Recipes by Farmer Jamie
-Equivalent of 6 ears of corn
-Bacon Ends, Chopped Bacon or Smoked Ham Hocks
-5 cups Tully Farms Dairy Whole Milk
-4 diced Red Potatoes
-1 chopped Onion
-salt and pepper to taste
Home Made Broth
-SpringDell Grass Fed Beef Bones
-2 Tomatoes, sliced in half
-2 Onions, sliced in half
-4 stalks celery, chopped
-4 carrots, chopped
-2 beets, sliced in half
*any left over vegetables in the need to be used (NO leafy greens)
-1 cup Red Wine
-7 cups Water
-Dash of Sea Salt & a dash of Greek Oregano
I remember my Grandma Marea cooking this on the stove for 24 hours. These days, I cheat and use a crock pot unless we are in a good old fashioned snow storm!

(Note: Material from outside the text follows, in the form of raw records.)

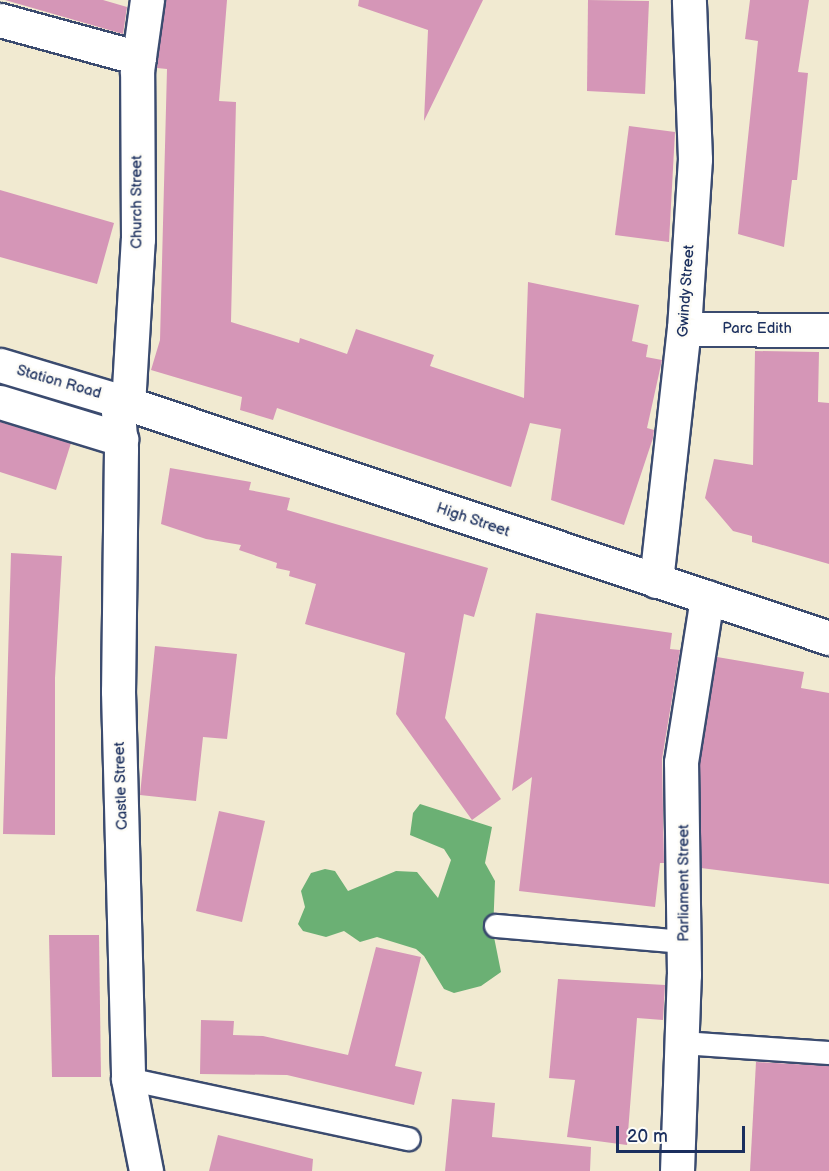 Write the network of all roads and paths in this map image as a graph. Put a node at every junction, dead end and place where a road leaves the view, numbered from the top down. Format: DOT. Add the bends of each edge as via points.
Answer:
graph roads {
  1 [pos="147,0"];
  2 [pos="689,0"];
  3 [pos="0,20"];
  4 [pos="139,58"];
  5 [pos="684,329"];
  6 [pos="829,330"];
  7 [pos="0,365"];
  8 [pos="0,402"];
  9 [pos="123,402"];
  10 [pos="121,439"];
  11 [pos="656,581"];
  12 [pos="707,597"];
  13 [pos="829,638"];
  14 [pos="496,926"];
  15 [pos="684,942"];
  16 [pos="682,1043"];
  17 [pos="829,1053"];
  18 [pos="128,1079"];
  19 [pos="409,1139"];
  20 [pos="146,1171"];
  21 [pos="677,1171"];
  1 -- 4 [label="street, Church Street"];
  2 -- 5 [label="street, Gwindy Street" via="694,159"];
  3 -- 4 [label="street"];
  4 -- 9 [label="street, Church Street" via="138,239"];
  5 -- 6 [label="street, Parc Edith"];
  5 -- 11 [label="street, Gwindy Street"];
  7 -- 9 [label="street, Station Road"];
  8 -- 10 [label="street"];
  9 -- 10 [label="street, Castle Street"];
  9 -- 11 [label="street, High Street"];
  10 -- 18 [label="street, Castle Street" via="118,691"];
  11 -- 12 [label="street, High Street"];
  12 -- 13 [label="street, High Street"];
  12 -- 15 [label="street, Parliament Street" via="681,762"];
  14 -- 15 [label="lane"];
  15 -- 16 [label="street, Parliament Street"];
  16 -- 17 [label="lane"];
  16 -- 21 [label="street, Parliament Street"];
  18 -- 19 [label="lane"];
  18 -- 20 [label="street, Castle Street"];
}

You can make a good amount of this and freeze. It comes in super handy for a good old fashioned health aide, cooking ingredients or a must-have base for the soup you gotta make on those cold winter days.

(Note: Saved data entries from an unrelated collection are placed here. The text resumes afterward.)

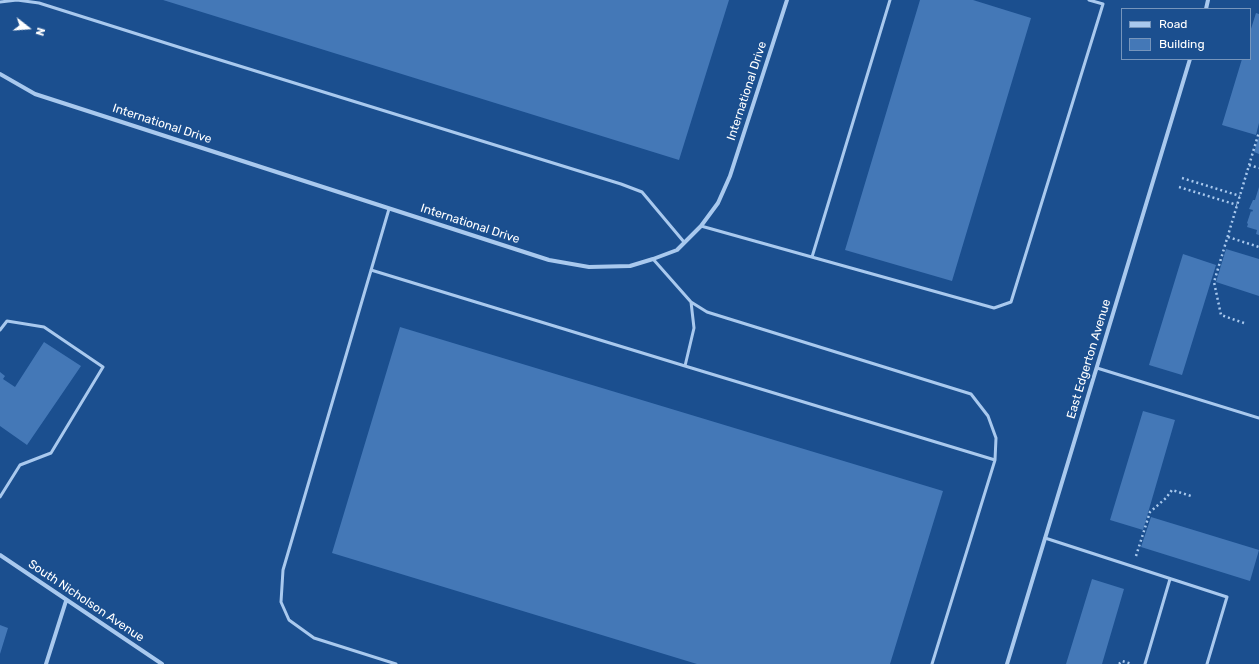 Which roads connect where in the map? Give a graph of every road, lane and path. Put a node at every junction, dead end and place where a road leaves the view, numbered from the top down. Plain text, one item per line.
1 (787, 0) edge
2 (890, 0) edge
3 (1089, 0) edge
4 (0, 2) edge
5 (1190, 60) edge
6 (0, 74) edge
7 (1259, 132) edge
8 (1249, 165) junction
9 (1259, 168) edge
10 (1182, 178) dead end
11 (1179, 187) dead end
12 (1240, 196) junction
13 (1237, 205) junction
14 (389, 209) junction
15 (701, 226) junction
16 (1228, 237) junction
17 (684, 242) junction
18 (1259, 246) edge
19 (812, 257) junction
20 (653, 259) junction
21 (371, 270) junction
22 (691, 302) junction
23 (1244, 323) dead end
24 (0, 330) edge
25 (685, 366) junction
26 (1097, 368) junction
27 (1259, 418) edge
28 (995, 460) junction
29 (1191, 496) dead end
30 (0, 497) edge
31 (1045, 538) junction
32 (0, 555) edge
33 (1133, 566) junction
34 (1170, 578) junction
35 (66, 600) junction
36 (46, 664) edge
37 (162, 664) edge
38 (396, 664) edge
39 (932, 664) edge
40 (1007, 664) edge
41 (1119, 664) edge
42 (1132, 664) edge
43 (1145, 664) edge
44 (1207, 664) edge

1 - 15 street, International Drive
2 - 19 lane
3 - 19 lane
4 - 17 lane
5 - 26 street, East Edgerton Avenue
6 - 14 street, International Drive
7 - 8 path
8 - 9 path
8 - 12 path
10 - 12 path
11 - 13 path
12 - 13 path
13 - 16 path
14 - 20 street, International Drive
14 - 21 lane
15 - 17 street, International Drive
15 - 19 lane
16 - 18 path
16 - 23 path
17 - 20 street, International Drive
20 - 22 lane
21 - 25 lane
21 - 38 lane
22 - 25 lane
22 - 28 lane
24 - 30 lane
25 - 28 lane
26 - 27 lane
26 - 31 street, East Edgerton Avenue
28 - 39 lane
29 - 33 path
31 - 33 lane
31 - 40 street, East Edgerton Avenue
32 - 35 street, South Nicholson Avenue
33 - 34 lane
34 - 43 lane
34 - 44 lane
35 - 36 street
35 - 37 street, South Nicholson Avenue
41 - 42 path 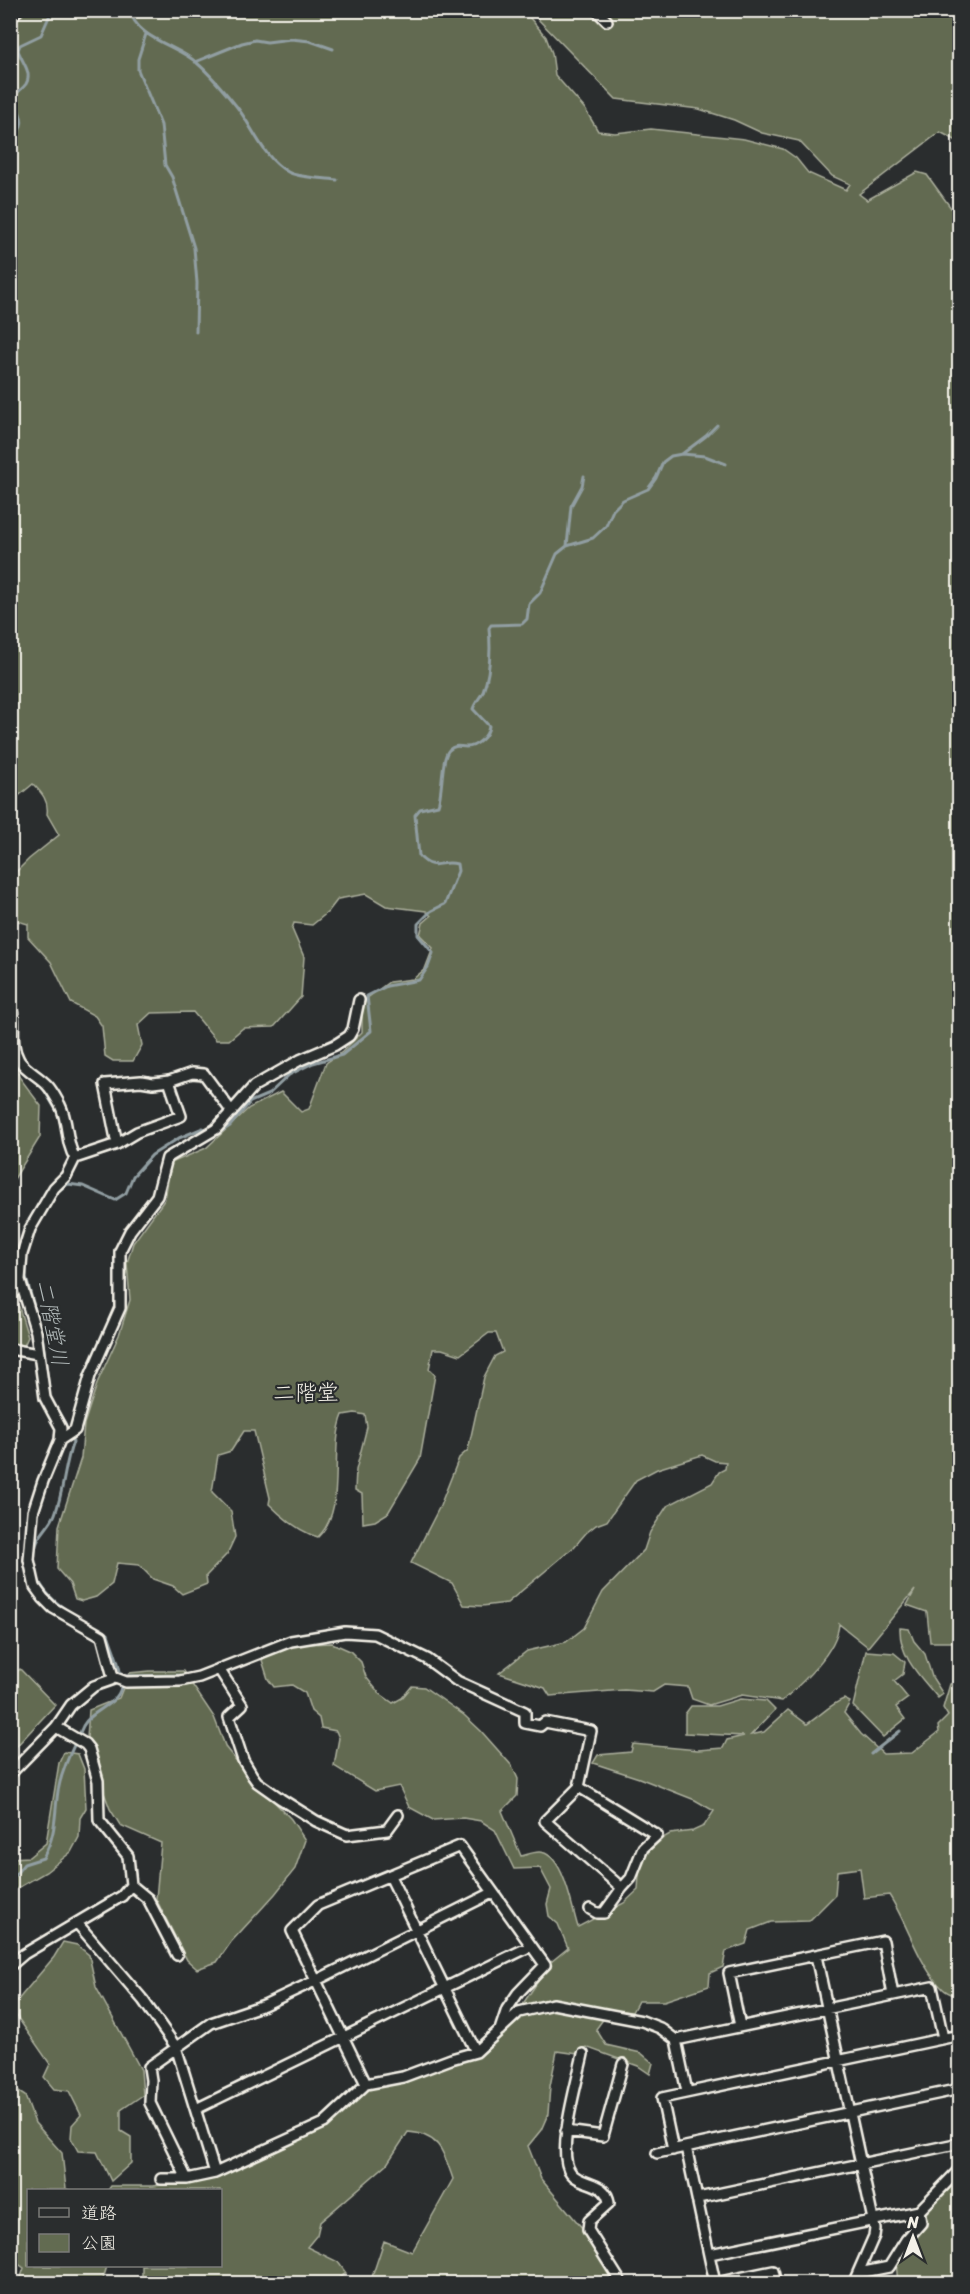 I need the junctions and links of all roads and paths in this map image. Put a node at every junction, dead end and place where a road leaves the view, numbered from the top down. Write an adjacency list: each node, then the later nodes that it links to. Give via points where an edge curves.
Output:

Stuffed Rainbow Chard Leaves
-2 bunches Chard, cleaned, de-stemed (save the stems for a later dish...I will post tomorrow) and blanched quickly in a pot of hot water
-1 pound of ground pork (turkey and chicken is good too)
-3 carrots, cooked until soft and chopped (or you can cheat and get a can)

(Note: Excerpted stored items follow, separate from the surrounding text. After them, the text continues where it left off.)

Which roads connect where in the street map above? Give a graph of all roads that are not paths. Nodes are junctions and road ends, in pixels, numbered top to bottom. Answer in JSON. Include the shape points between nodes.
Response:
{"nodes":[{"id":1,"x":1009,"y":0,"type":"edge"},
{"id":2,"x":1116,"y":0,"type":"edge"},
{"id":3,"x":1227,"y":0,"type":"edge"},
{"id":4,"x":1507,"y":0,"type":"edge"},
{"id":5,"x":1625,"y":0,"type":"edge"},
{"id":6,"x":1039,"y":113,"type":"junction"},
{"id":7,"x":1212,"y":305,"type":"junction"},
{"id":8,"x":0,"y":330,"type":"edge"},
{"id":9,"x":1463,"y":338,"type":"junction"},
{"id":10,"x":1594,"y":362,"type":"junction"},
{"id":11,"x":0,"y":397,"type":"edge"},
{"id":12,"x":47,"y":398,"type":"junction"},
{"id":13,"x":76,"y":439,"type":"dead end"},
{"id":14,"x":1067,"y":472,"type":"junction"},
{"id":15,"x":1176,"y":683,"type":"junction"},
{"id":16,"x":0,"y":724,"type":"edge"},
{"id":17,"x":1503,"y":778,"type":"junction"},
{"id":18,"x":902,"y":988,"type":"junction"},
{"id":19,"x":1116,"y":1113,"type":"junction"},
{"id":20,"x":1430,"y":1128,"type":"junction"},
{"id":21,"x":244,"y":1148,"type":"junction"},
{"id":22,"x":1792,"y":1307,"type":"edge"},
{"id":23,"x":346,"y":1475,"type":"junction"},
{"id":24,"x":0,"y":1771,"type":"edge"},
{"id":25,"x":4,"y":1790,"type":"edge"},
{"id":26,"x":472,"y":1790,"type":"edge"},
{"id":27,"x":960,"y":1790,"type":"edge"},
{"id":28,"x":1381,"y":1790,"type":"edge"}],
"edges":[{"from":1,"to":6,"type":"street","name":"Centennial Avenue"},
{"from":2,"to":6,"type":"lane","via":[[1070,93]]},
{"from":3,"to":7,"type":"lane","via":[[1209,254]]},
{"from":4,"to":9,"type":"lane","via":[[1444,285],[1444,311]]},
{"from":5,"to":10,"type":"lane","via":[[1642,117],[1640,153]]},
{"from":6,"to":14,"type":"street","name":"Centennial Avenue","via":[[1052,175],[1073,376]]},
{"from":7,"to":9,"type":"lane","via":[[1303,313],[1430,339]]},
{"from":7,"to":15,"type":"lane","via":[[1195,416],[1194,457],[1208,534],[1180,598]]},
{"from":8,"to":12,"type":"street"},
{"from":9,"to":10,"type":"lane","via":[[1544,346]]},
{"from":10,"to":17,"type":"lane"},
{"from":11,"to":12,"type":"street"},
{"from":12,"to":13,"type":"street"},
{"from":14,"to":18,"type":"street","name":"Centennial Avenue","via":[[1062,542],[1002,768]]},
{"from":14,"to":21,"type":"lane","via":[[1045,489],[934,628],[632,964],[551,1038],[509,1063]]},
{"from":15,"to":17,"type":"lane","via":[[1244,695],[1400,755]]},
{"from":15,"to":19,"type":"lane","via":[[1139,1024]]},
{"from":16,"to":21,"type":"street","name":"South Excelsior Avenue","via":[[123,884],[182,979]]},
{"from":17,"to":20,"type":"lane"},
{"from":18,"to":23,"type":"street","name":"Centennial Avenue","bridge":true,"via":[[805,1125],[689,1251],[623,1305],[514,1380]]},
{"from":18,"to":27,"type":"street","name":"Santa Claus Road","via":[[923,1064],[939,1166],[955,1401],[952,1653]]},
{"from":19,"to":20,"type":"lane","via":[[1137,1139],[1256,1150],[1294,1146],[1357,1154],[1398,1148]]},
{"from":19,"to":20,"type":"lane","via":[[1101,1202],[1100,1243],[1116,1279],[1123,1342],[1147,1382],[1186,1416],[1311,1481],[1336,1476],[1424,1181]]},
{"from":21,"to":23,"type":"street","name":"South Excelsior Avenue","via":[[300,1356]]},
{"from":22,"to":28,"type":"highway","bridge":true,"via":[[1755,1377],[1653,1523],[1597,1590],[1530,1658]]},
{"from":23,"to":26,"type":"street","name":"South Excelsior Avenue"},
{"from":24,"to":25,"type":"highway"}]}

-1 can Cream of Mushroom Soup
-Smoked Gouda Cheese
1. Start with the Swissh Chard Leaves. Blanch them and set aside on a towel with another towel on top to soak up water. Be sure not to over blanche these!
2. In a pan, cook the pork with the mushroom soup (salt and pepper to taste); add in the vegetables and continue cooking until ready. Set aside.
3. Preheat oven to 350 degrees
4. Grate your cheese into a bowl
5. Lay out your leaves, spoon stuffing into and wrap & roll...just like you would a grape leave. Line them up on a bake sheet.
6. Once complete, top with the cheese and bake for 12 minutes!
This simple, healthy and unique dish is awesome paired with some rice and a salad.